BEGIN Exercise data

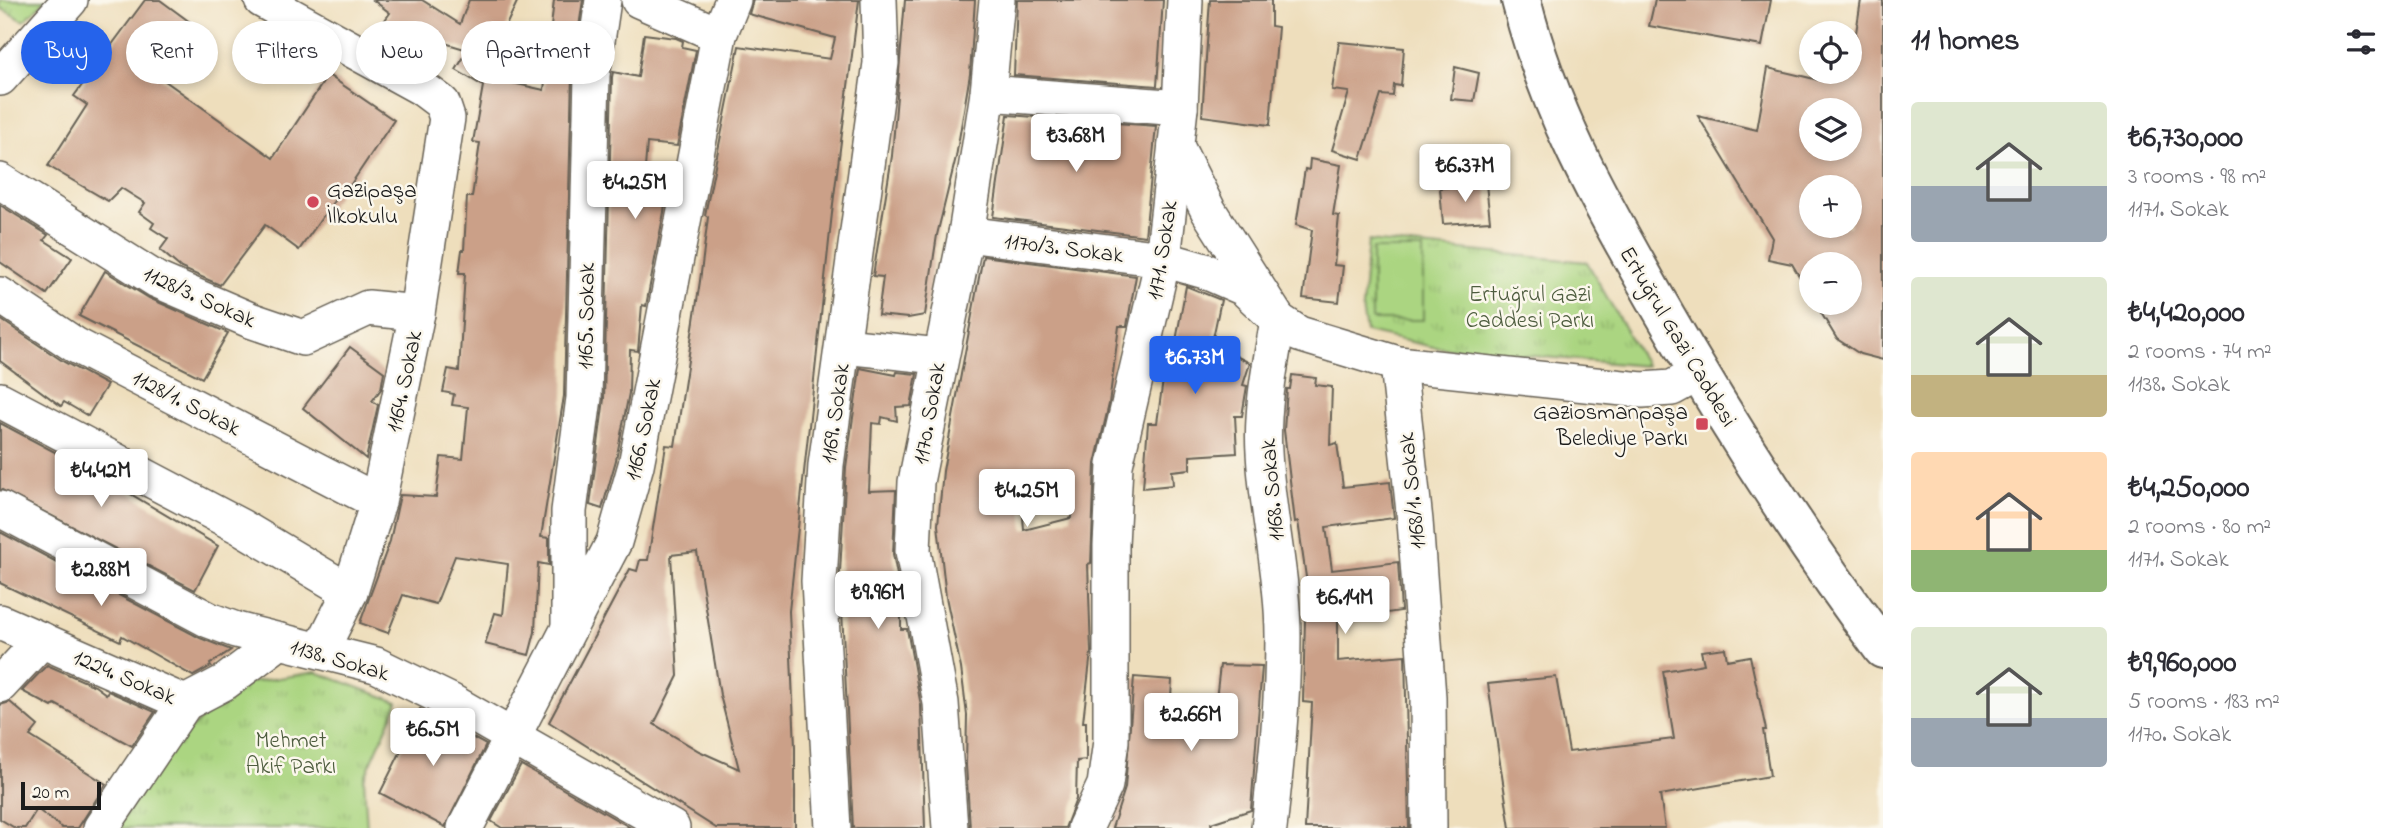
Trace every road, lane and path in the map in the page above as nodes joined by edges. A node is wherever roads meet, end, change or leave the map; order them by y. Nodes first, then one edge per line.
1 (70, 0) edge
2 (262, 0) edge
3 (603, 0) edge
4 (639, 0) edge
5 (733, 0) edge
6 (879, 0) edge
7 (997, 0) edge
8 (1185, 0) edge
9 (1521, 0) edge
10 (719, 35) junction
11 (13, 38) edge
12 (0, 78) edge
13 (988, 93) junction
14 (1180, 108) junction
15 (1176, 146) junction
16 (0, 181) edge
17 (966, 234) junction
18 (1163, 260) junction
19 (0, 295) edge
20 (417, 313) junction
21 (1278, 320) junction
22 (844, 346) junction
23 (939, 356) junction
24 (1398, 364) junction
25 (1699, 373) junction
26 (0, 400) edge
27 (378, 502) junction
28 (0, 509) edge
29 (350, 592) junction
30 (1845, 594) junction
31 (1883, 619) edge
32 (0, 622) edge
33 (569, 631) junction
34 (42, 640) junction
35 (280, 641) junction
36 (1883, 649) edge
37 (321, 650) junction
38 (0, 685) edge
39 (185, 703) junction
40 (513, 737) junction
41 (101, 828) edge
42 (465, 828) edge
43 (672, 828) edge
44 (833, 828) edge
45 (950, 828) edge
46 (1085, 828) edge
47 (1269, 828) edge
48 (1429, 828) edge

1 - 11 street
2 - 20 street, 1164. Sokak
3 - 33 street, 1165. Sokak
4 - 10 street
5 - 10 street, 1166. Sokak
6 - 22 street, 1169. Sokak
7 - 13 street, 1170. Sokak
8 - 14 street, 1171. Sokak
9 - 25 main road, Ertuğrul Gazi Caddesi
10 - 33 street, 1166. Sokak
11 - 12 street
13 - 14 street
13 - 17 street, 1170. Sokak
14 - 15 street, 1171. Sokak
15 - 18 street, 1171. Sokak
15 - 21 street
16 - 20 street, 1128/3. Sokak
17 - 18 street, 1170/3. Sokak
17 - 23 street, 1170. Sokak
18 - 21 street, 1170/3. Sokak
18 - 46 street, 1171. Sokak
19 - 27 street, 1128/1. Sokak
20 - 27 street, 1164. Sokak
21 - 24 street
21 - 47 street, 1168. Sokak
22 - 23 street
22 - 44 street, 1169. Sokak
23 - 45 street, 1170. Sokak
24 - 25 street
24 - 48 street, 1168/1. Sokak
25 - 30 main road, Ertuğrul Gazi Caddesi
26 - 29 street
27 - 29 street, 1164. Sokak
28 - 35 street, 1138. Sokak
29 - 37 street, 1164. Sokak
30 - 31 main road
30 - 36 main road, Ertuğrul Gazi Caddesi
32 - 34 street, 1224. Sokak
33 - 40 street, 1166. Sokak
34 - 38 street
34 - 39 street, 1224. Sokak
35 - 37 street, 1138. Sokak
35 - 39 street, 1224. Sokak
37 - 40 street, 1138. Sokak
39 - 41 street
40 - 42 street, 1166. Sokak
40 - 43 street, 1138. Sokak

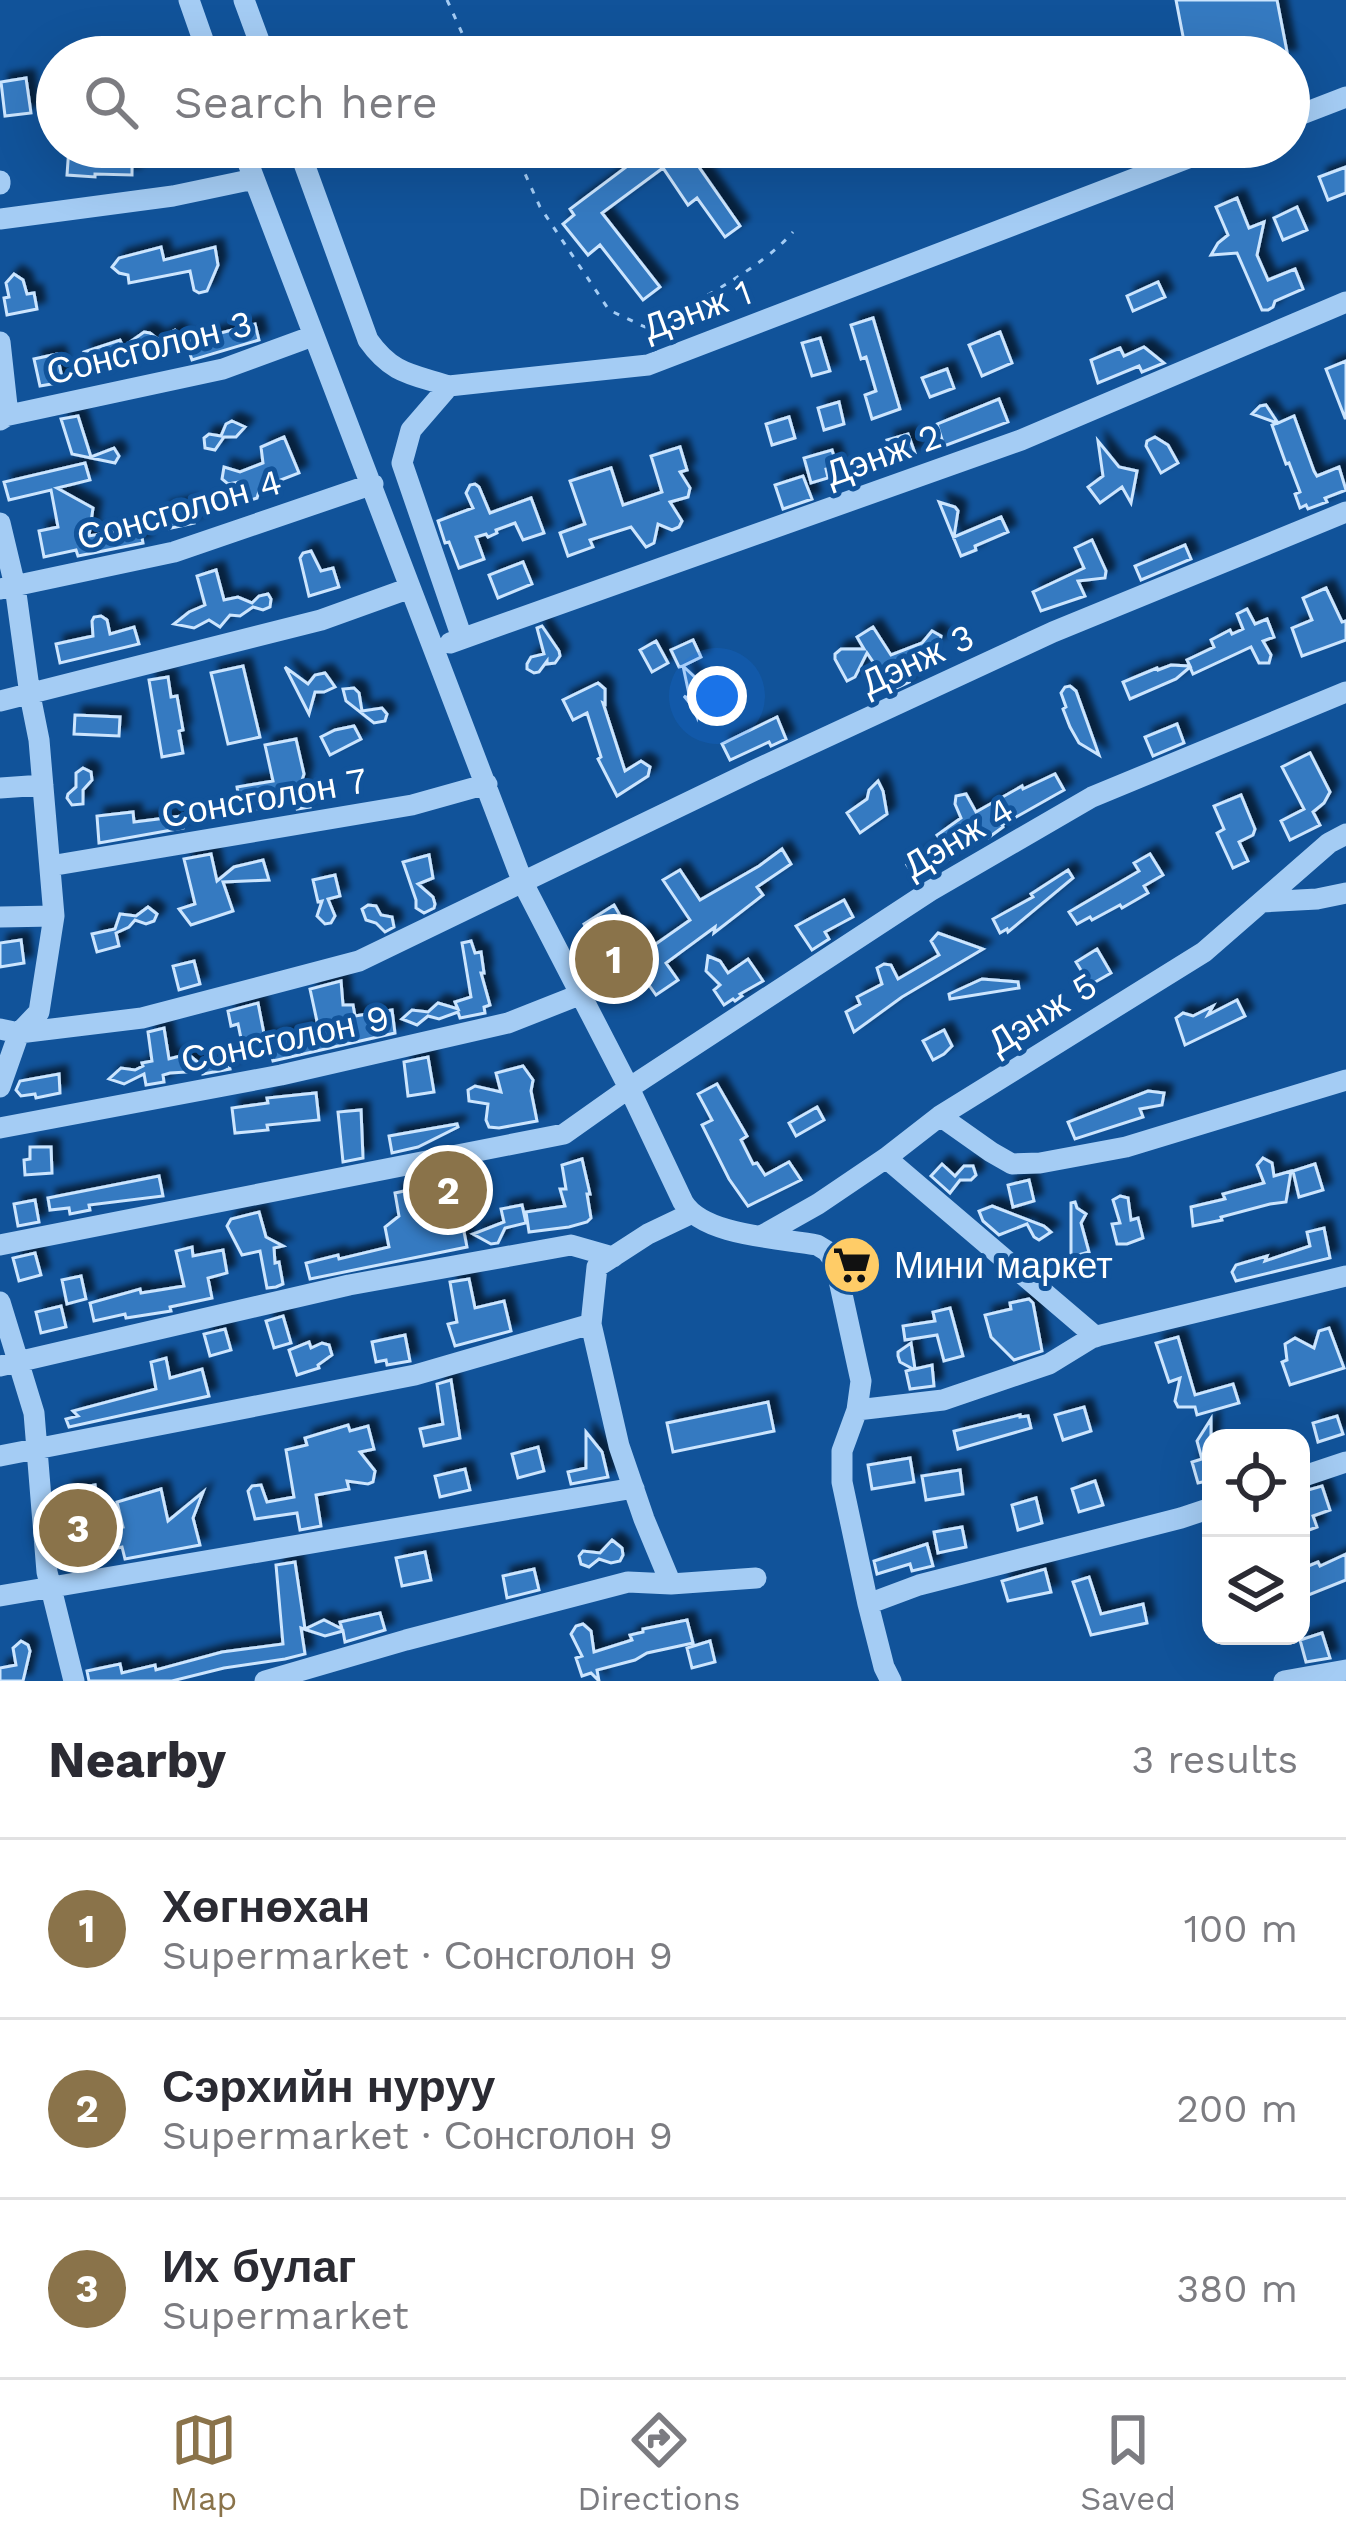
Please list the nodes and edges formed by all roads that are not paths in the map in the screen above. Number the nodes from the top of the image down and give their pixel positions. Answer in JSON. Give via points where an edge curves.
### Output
{"nodes":[{"id":1,"x":189,"y":0,"type":"edge"},
{"id":2,"x":244,"y":0,"type":"edge"},
{"id":3,"x":202,"y":36,"type":"edge"},
{"id":4,"x":257,"y":36,"type":"edge"},
{"id":5,"x":1346,"y":98,"type":"edge"},
{"id":6,"x":1310,"y":111,"type":"edge"},
{"id":7,"x":250,"y":168,"type":"edge"},
{"id":8,"x":306,"y":168,"type":"edge"},
{"id":9,"x":1161,"y":168,"type":"edge"},
{"id":10,"x":254,"y":179,"type":"junction"},
{"id":11,"x":0,"y":219,"type":"edge"},
{"id":12,"x":1346,"y":302,"type":"edge"},
{"id":13,"x":313,"y":336,"type":"junction"},
{"id":14,"x":0,"y":342,"type":"edge"},
{"id":15,"x":449,"y":386,"type":"junction"},
{"id":16,"x":3,"y":417,"type":"edge"},
{"id":17,"x":373,"y":484,"type":"junction"},
{"id":18,"x":1346,"y":512,"type":"edge"},
{"id":19,"x":0,"y":523,"type":"edge"},
{"id":20,"x":7,"y":587,"type":"edge"},
{"id":21,"x":410,"y":588,"type":"junction"},
{"id":22,"x":462,"y":638,"type":"junction"},
{"id":23,"x":434,"y":648,"type":"junction"},
{"id":24,"x":1346,"y":692,"type":"edge"},
{"id":25,"x":30,"y":695,"type":"junction"},
{"id":26,"x":0,"y":701,"type":"edge"},
{"id":27,"x":488,"y":784,"type":"junction"},
{"id":28,"x":43,"y":785,"type":"junction"},
{"id":29,"x":0,"y":788,"type":"edge"},
{"id":30,"x":1346,"y":834,"type":"edge"},
{"id":31,"x":50,"y":866,"type":"junction"},
{"id":32,"x":523,"y":884,"type":"junction"},
{"id":33,"x":1346,"y":893,"type":"edge"},
{"id":34,"x":1262,"y":902,"type":"junction"},
{"id":35,"x":53,"y":916,"type":"junction"},
{"id":36,"x":0,"y":917,"type":"edge"},
{"id":37,"x":579,"y":995,"type":"junction"},
{"id":38,"x":9,"y":1031,"type":"edge"},
{"id":39,"x":1346,"y":1080,"type":"edge"},
{"id":40,"x":0,"y":1087,"type":"edge"},
{"id":41,"x":629,"y":1088,"type":"junction"},
{"id":42,"x":940,"y":1116,"type":"junction"},
{"id":43,"x":0,"y":1128,"type":"edge"},
{"id":44,"x":886,"y":1158,"type":"junction"},
{"id":45,"x":691,"y":1214,"type":"junction"},
{"id":46,"x":763,"y":1235,"type":"junction"},
{"id":47,"x":0,"y":1245,"type":"edge"},
{"id":48,"x":613,"y":1257,"type":"junction"},
{"id":49,"x":1346,"y":1276,"type":"edge"},
{"id":50,"x":0,"y":1302,"type":"edge"},
{"id":51,"x":592,"y":1324,"type":"junction"},
{"id":52,"x":1096,"y":1337,"type":"junction"},
{"id":53,"x":9,"y":1365,"type":"edge"},
{"id":54,"x":857,"y":1411,"type":"junction"},
{"id":55,"x":37,"y":1448,"type":"junction"},
{"id":56,"x":0,"y":1456,"type":"edge"},
{"id":57,"x":1346,"y":1462,"type":"edge"},
{"id":58,"x":1310,"y":1474,"type":"edge"},
{"id":59,"x":634,"y":1488,"type":"junction"},
{"id":60,"x":1202,"y":1510,"type":"edge"},
{"id":61,"x":756,"y":1578,"type":"dead end"},
{"id":62,"x":671,"y":1584,"type":"junction"},
{"id":63,"x":51,"y":1588,"type":"junction"},
{"id":64,"x":0,"y":1596,"type":"edge"},
{"id":65,"x":868,"y":1604,"type":"junction"},
{"id":66,"x":1346,"y":1670,"type":"edge"},
{"id":67,"x":74,"y":1681,"type":"edge"},
{"id":68,"x":266,"y":1681,"type":"edge"},
{"id":69,"x":891,"y":1681,"type":"edge"},
{"id":70,"x":1284,"y":1681,"type":"edge"}],
"edges":[{"from":1,"to":3,"type":"street"},
{"from":2,"to":4,"type":"street"},
{"from":5,"to":6,"type":"street"},
{"from":7,"to":10,"type":"street"},
{"from":8,"to":15,"type":"street","via":[[368,340],[395,369]]},
{"from":9,"to":15,"type":"street","name":"Дэнж 1","via":[[648,365]]},
{"from":10,"to":11,"type":"street"},
{"from":10,"to":13,"type":"street"},
{"from":12,"to":22,"type":"street","name":"Дэнж 2","via":[[1021,440]]},
{"from":13,"to":16,"type":"street","name":"Сонсголон 3","via":[[224,369]]},
{"from":13,"to":17,"type":"street"},
{"from":14,"to":16,"type":"street"},
{"from":15,"to":22,"type":"street","via":[[410,430],[403,464]]},
{"from":17,"to":20,"type":"street","name":"Сонсголон 4","via":[[174,552]]},
{"from":17,"to":21,"type":"street"},
{"from":18,"to":32,"type":"street","name":"Дэнж 3","via":[[1053,632]]},
{"from":19,"to":20,"type":"street"},
{"from":20,"to":25,"type":"street"},
{"from":21,"to":23,"type":"street"},
{"from":21,"to":25,"type":"street","via":[[321,620]]},
{"from":22,"to":23,"type":"street","name":"Дэнж 2"},
{"from":23,"to":27,"type":"street"},
{"from":24,"to":41,"type":"street","name":"Дэнж 4","via":[[1092,797],[930,891]]},
{"from":25,"to":26,"type":"street"},
{"from":25,"to":28,"type":"street"},
{"from":27,"to":31,"type":"street","name":"Сонсголон 7","via":[[412,806]]},
{"from":27,"to":32,"type":"street"},
{"from":28,"to":29,"type":"street"},
{"from":28,"to":31,"type":"street"},
{"from":30,"to":34,"type":"street","name":"Дэнж 5"},
{"from":31,"to":35,"type":"street"},
{"from":32,"to":37,"type":"street"},
{"from":32,"to":38,"type":"street","name":"Дэнж 3","via":[[359,961],[142,1018]]},
{"from":33,"to":34,"type":"street"},
{"from":34,"to":42,"type":"street","name":"Дэнж 5","via":[[1204,952]]},
{"from":35,"to":36,"type":"street"},
{"from":35,"to":38,"type":"street","via":[[39,1012]]},
{"from":37,"to":41,"type":"street"},
{"from":37,"to":43,"type":"street","name":"Сонсголон 9","via":[[463,1034]]},
{"from":38,"to":40,"type":"street"},
{"from":39,"to":42,"type":"street","via":[[1126,1147],[1040,1163],[1012,1164]]},
{"from":41,"to":45,"type":"street"},
{"from":41,"to":47,"type":"street","name":"Дэнж 4","via":[[564,1134]]},
{"from":42,"to":44,"type":"street","name":"Дэнж 5"},
{"from":44,"to":46,"type":"street","name":"Дэнж 5"},
{"from":44,"to":52,"type":"street"},
{"from":45,"to":46,"type":"street"},
{"from":45,"to":48,"type":"street"},
{"from":46,"to":54,"type":"street","via":[[817,1245],[835,1262],[861,1382]]},
{"from":48,"to":51,"type":"street","via":[[597,1267]]},
{"from":48,"to":53,"type":"street","via":[[571,1246],[349,1285]]},
{"from":49,"to":52,"type":"street"},
{"from":50,"to":53,"type":"street"},
{"from":51,"to":55,"type":"street","via":[[416,1375]]},
{"from":51,"to":59,"type":"street"},
{"from":52,"to":54,"type":"street","via":[[1049,1364],[943,1400]]},
{"from":53,"to":55,"type":"street","via":[[34,1413]]},
{"from":54,"to":65,"type":"street","via":[[842,1451],[842,1482]]},
{"from":55,"to":56,"type":"street"},
{"from":55,"to":63,"type":"street"},
{"from":57,"to":58,"type":"street"},
{"from":59,"to":62,"type":"street"},
{"from":59,"to":63,"type":"street"},
{"from":60,"to":65,"type":"street"},
{"from":61,"to":62,"type":"street"},
{"from":62,"to":68,"type":"street","via":[[628,1582]]},
{"from":63,"to":64,"type":"street"},
{"from":63,"to":67,"type":"street"},
{"from":65,"to":69,"type":"street"},
{"from":66,"to":70,"type":"street"}]}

END Exercise data

**Prompt**
Considering the records above, count the lines where the string "Gazi" occurs and return that number alone.

**Result**
3